*** Opening Given records ***

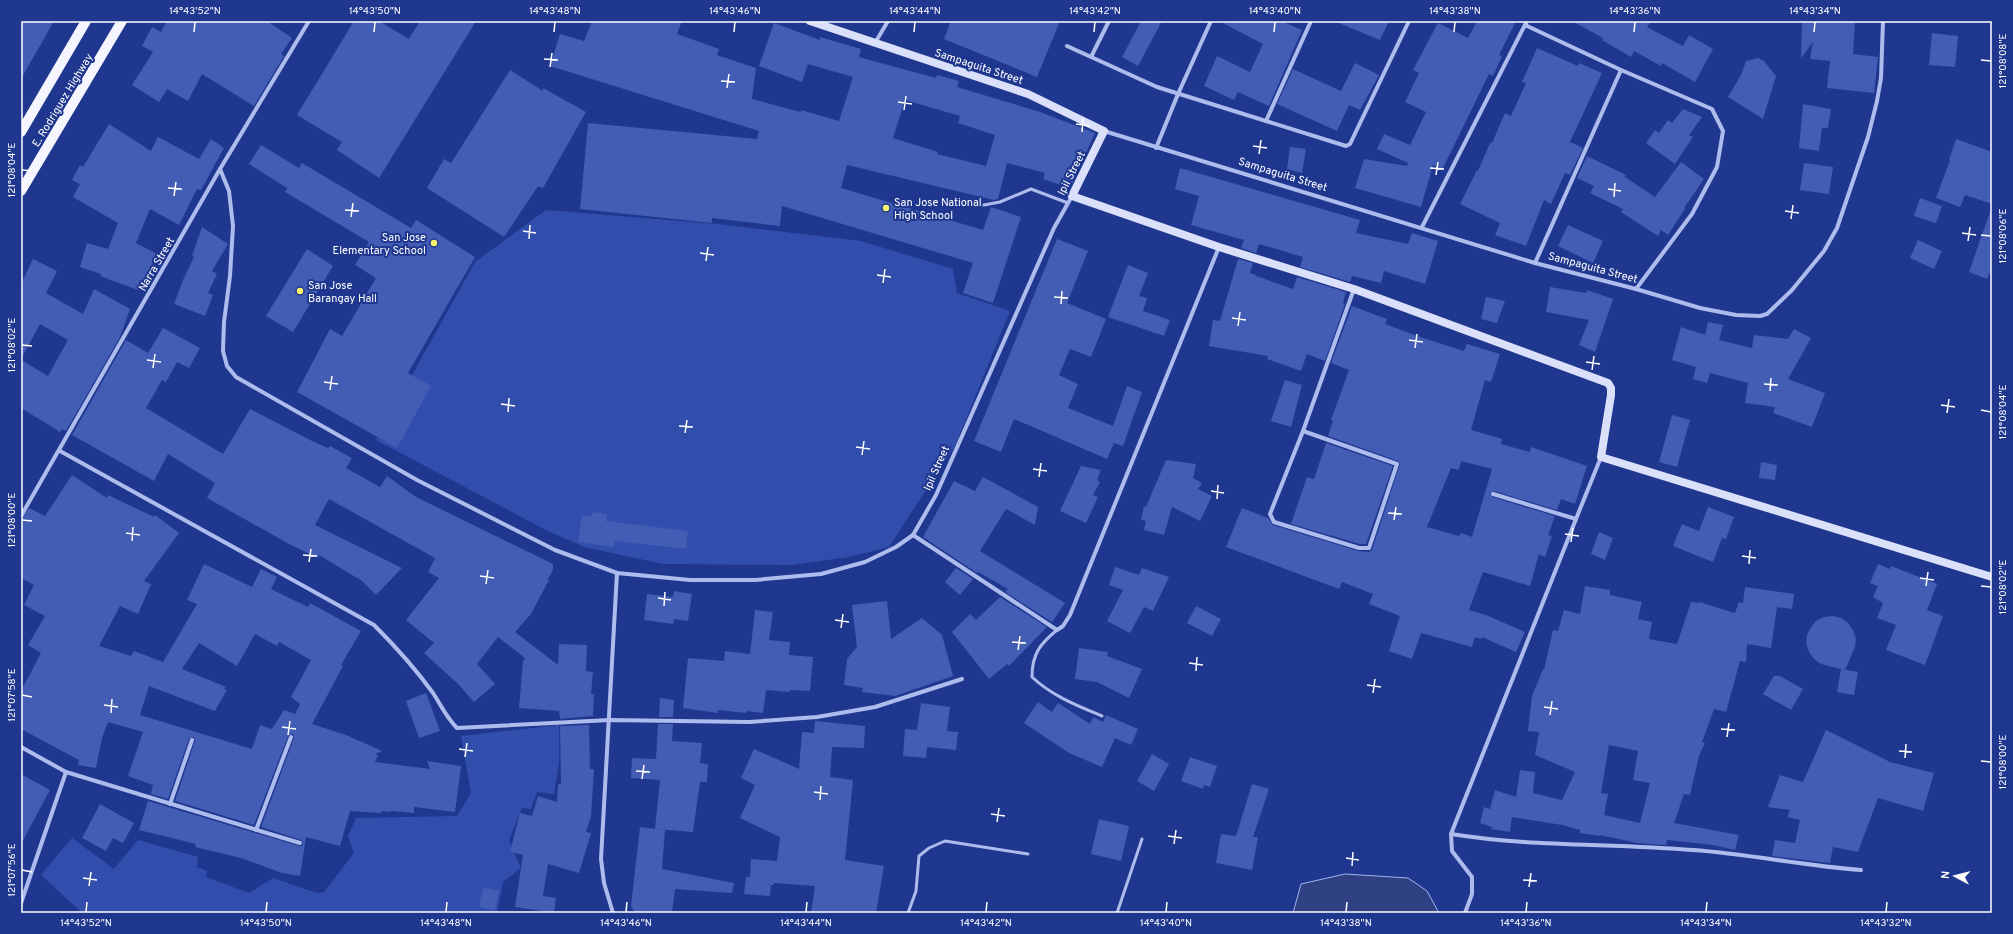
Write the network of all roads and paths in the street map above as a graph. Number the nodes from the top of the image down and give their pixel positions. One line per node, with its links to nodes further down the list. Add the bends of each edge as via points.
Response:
1 (86, 21): 20 (main road, E. Rodriguez Highway)
2 (122, 21): 23 (main road, E. Rodriguez Highway)
3 (309, 21): 22 (street, Narra Street)
4 (810, 21): 13 (street, Sampaguita Street)
5 (888, 21): 13 (street)
6 (1109, 21): 15 (street)
7 (1211, 21): 17 (street)
8 (1311, 21): 18 (street)
9 (1409, 21): 18 (street, via 1348,146)
10 (1527, 21): 12 (street)
11 (1884, 21): 30 (street, Sampaguita Street, via 1877,101 1868,137 1837,228 1824,251 1792,290 1767,314 1736,316)
12 (1524, 25): 16 (street); 26 (street)
13 (875, 44): 19 (street, Sampaguita Street, via 1028,94)
14 (1068, 46): 15 (street)
15 (1091, 57): 17 (street)
16 (1621, 70): 28 (street); 30 (street, via 1712,109 1723,131 1717,167 1695,207)
17 (1178, 94): 18 (street); 21 (street)
18 (1266, 121)
19 (1104, 131): 21 (street, Sampaguita Street); 24 (street, Ipil Street)
20 (21, 132)
21 (1156, 148): 26 (street, Sampaguita Street)
22 (220, 169): 32 (street, Narra Street); 38 (street, Ipil Street, via 229,191 233,226 223,351 227,366 236,377 424,484 555,550)
23 (21, 192)
24 (1070, 200): 25 (lane, via 1031,189 1000,202 984,205); 27 (street); 37 (street, Ipil Street, via 1054,228 936,495)
25 (964, 204)
26 (1422, 227): 28 (street, Sampaguita Street)
27 (1219, 247): 29 (street); 40 (street, via 1070,615)
28 (1534, 263): 30 (street, Sampaguita Street)
29 (1354, 289): 31 (street); 33 (street, via 1608,383 1611,395)
30 (1636, 289)
31 (1303, 431): 31 (street, via 1397,464 1369,548 1359,548 1274,522 1272,519 1272,508)
32 (60, 451): 35 (street, Narra Street); 43 (street, via 374,625 405,656 448,719 457,728)
33 (1601, 457): 36 (street); 39 (street)
34 (1493, 494): 36 (street)
35 (21, 516)
36 (1576, 519): 50 (street)
37 (913, 535): 38 (street, Ipil Street, via 896,548 865,562 821,574 748,580 690,580); 40 (street)
38 (617, 572): 43 (street)
39 (1992, 577)
40 (1057, 630): 42 (lane, via 1046,638 1036,652 1032,663 1032,677 1043,687)
41 (962, 679): 43 (street, via 875,707 817,717 749,722)
42 (1102, 716)
43 (610, 720): 56 (street, via 601,859 604,883)
44 (291, 737): 49 (street)
45 (192, 740): 48 (street)
46 (21, 747): 47 (street)
47 (66, 772): 48 (street); 55 (street)
48 (170, 804): 49 (street)
49 (256, 830): 52 (street)
50 (1451, 834): 54 (street, via 1504,841 1692,850); 59 (street, via 1452,851 1472,877 1472,894)
51 (1142, 839): 58 (lane)
52 (300, 843)
53 (1028, 854): 57 (lane, via 945,841 929,848 919,856 916,891)
54 (1861, 870)
55 (21, 903)
56 (613, 913)
57 (908, 913)
58 (1117, 913)
59 (1465, 913)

*** Closing Given records ***

Pick out the lines above that hold the string "main" and show them.

1 (86, 21): 20 (main road, E. Rodriguez Highway)
2 (122, 21): 23 (main road, E. Rodriguez Highway)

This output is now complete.